Москва, 2007 год. На закрытии турнира "Аэрофлот-опен" Александр Бах, Анатолий Карпов и Кирсан Илюмжинов

– В 2003-2010 годах вы работали исполнительным директором Российской шахматной федерации. На ваш взгляд, что самое важное из сделанного вами на этом посту, и чего не удалось добиться?

– Считаю, мне не удалось только одно: не удалось, чтобы наша мужская команда стала олимпийским чемпионом. Всё остальное, на мой взгляд, нам удалось. Прежде всего, в области детско-юношеских шахмат. Тогда в чемпионатах среди детей и юношей могли участвовать главным образом те, у кого есть деньги. Я пришел к Жукову и сказал: «Александр Дмитриевич! Мы должны исправить эту ситуацию. Иначе талантливые дети из небогатых семей и дальше не смогут принимать участие в чемпионатах». Президент РШФ спросил: «Что вы предлагаете?» «Предлагаю разбить чемпионаты на две лиги. Оплату расходов участников Высшей лиги надо брать на себя; это будет стоить примерно 100 тысяч долларов». Жуков идею поддержал, и это положение вещей, слава богу, сохранилось.

Второе: я считал безобразием тот факт, что чемпионат России проводится по швейцарской системе. Мы должны возродить чемпионаты, аналогичные чемпионатам Советского Союза: это всегда были супертурниры. Это позволит нам растить талантливых шахматистов и шахматисток. В этом меня тоже поддержали; я считаю, что это очень большое достижение, и слава богу, что его удалось сохранить. Потому что в какой-то момент, насколько мне известно, Бареев пытался суперфинал уничтожить. Конечно, это очень удобно – проводить швейцарку гораздо проще. Но председатель Тренерского совета РШФ А. Быховский провел опрос среди шахматистов, и 80% высказались за суперфинал. Поддержал его и Председатель Наблюдательного Совета А.В. Дворкович, и удалось суперфинал сохранить.

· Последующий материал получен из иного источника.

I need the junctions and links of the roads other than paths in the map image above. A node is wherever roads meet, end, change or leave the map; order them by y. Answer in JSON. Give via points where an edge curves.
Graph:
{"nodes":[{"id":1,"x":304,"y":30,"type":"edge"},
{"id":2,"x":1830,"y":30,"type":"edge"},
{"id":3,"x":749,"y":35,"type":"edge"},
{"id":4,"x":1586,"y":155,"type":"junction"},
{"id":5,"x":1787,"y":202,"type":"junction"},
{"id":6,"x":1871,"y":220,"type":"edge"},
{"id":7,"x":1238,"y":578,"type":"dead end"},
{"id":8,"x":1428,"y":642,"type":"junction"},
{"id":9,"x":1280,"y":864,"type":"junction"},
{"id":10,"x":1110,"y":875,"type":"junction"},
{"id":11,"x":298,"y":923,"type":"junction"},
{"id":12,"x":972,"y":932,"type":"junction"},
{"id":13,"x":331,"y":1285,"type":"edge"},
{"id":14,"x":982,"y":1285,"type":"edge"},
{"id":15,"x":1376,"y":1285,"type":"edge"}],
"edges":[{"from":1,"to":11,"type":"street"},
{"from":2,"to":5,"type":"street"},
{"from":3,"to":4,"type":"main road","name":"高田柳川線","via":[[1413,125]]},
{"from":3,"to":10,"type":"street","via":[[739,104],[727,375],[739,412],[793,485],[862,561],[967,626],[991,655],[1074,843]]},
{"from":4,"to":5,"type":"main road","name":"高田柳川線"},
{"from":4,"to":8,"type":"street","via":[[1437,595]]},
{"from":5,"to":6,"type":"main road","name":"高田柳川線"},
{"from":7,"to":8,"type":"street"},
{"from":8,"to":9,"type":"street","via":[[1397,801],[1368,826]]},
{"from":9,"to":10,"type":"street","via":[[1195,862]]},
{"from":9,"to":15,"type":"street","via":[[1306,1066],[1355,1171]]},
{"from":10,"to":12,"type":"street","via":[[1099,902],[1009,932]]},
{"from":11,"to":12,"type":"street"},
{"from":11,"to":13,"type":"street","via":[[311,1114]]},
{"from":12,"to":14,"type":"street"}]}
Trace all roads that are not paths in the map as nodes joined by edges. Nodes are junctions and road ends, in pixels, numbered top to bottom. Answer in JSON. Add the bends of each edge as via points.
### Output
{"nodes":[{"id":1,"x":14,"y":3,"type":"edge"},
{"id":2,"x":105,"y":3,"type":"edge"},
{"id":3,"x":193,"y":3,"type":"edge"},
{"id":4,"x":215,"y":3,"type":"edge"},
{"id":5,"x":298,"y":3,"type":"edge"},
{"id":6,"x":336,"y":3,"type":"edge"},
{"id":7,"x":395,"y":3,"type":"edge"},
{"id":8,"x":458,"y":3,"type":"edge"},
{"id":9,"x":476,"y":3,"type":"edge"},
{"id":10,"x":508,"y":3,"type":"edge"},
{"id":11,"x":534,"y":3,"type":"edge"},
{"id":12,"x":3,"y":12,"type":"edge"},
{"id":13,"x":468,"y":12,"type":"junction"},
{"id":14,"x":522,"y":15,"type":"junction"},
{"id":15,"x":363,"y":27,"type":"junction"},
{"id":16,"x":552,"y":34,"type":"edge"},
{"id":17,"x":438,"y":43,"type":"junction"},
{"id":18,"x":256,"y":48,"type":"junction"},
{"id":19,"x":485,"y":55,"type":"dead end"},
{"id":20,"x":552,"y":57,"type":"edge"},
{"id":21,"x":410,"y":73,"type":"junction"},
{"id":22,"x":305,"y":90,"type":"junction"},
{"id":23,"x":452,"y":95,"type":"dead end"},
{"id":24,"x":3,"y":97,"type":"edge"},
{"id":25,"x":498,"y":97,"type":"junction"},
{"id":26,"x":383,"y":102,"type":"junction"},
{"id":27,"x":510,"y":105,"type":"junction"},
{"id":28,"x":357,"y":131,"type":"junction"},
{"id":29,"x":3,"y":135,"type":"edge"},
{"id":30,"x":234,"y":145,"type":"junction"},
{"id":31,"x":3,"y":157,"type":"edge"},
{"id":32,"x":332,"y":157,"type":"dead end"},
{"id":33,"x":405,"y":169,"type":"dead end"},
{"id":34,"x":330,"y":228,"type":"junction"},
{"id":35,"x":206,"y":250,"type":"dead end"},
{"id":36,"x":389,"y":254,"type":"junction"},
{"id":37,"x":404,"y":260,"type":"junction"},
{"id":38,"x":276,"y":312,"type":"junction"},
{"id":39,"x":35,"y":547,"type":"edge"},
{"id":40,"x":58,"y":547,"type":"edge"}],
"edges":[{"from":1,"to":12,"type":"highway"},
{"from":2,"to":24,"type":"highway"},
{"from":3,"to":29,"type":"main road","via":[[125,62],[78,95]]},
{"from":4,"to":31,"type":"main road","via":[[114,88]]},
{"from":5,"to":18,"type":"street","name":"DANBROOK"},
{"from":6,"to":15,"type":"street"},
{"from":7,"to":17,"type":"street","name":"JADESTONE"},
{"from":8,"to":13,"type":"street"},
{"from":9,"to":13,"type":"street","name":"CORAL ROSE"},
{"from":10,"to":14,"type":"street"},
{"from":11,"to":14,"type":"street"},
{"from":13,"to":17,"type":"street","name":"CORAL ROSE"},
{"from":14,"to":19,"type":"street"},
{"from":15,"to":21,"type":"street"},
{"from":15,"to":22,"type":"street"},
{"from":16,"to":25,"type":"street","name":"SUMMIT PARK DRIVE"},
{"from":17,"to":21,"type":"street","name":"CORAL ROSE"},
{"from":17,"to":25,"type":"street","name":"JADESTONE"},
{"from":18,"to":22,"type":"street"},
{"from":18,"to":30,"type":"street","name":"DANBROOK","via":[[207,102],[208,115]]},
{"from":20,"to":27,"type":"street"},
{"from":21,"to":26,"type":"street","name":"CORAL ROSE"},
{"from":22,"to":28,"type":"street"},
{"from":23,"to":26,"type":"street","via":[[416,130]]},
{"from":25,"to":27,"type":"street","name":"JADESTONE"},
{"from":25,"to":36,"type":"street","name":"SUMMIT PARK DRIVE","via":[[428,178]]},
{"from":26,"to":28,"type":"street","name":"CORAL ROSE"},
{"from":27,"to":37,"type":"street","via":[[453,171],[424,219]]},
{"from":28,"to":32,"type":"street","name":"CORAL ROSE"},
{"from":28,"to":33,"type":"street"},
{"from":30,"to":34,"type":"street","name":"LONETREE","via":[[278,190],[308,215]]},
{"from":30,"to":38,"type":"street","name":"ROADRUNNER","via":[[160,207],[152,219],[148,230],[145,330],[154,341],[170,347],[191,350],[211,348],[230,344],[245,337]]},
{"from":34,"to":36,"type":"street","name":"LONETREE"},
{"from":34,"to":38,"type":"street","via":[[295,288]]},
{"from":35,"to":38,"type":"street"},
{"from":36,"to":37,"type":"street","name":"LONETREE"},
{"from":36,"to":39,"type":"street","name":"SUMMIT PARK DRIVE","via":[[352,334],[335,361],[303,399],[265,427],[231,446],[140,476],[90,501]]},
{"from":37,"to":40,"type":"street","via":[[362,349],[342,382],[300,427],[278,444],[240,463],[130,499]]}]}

Очень важно, что удалось подготовить женскую сборную России к победам на Олимпиадах. Важным шагом в этом направлении стало привлечение в 2006 году в качестве тренера женской сборной гроссмейстера Юрия Дохояна. С 2010 года команда выигрывает все Олимпиады.

И, конечно, то, что удалось создать крупнейший международный турнир в Москве – это тоже очень большое достижение, с моей точки зрения. Сейчас немножко поменялась идеология: Андрей Филатов считает, что нужно каждый год менять посвящение турнира, поскольку в России и Советском Союзе было много чемпионов мира. Но Мемориал Таля оказался турниром, который на века останется в шахматах. А в этом году турнир посвящен памяти Тиграна Петросяна, меня пригласили посудить. Посудим!

– Александр Григорьевич, спасибо за беседу, и успехов вам во всех начинаниях на благо шахмат!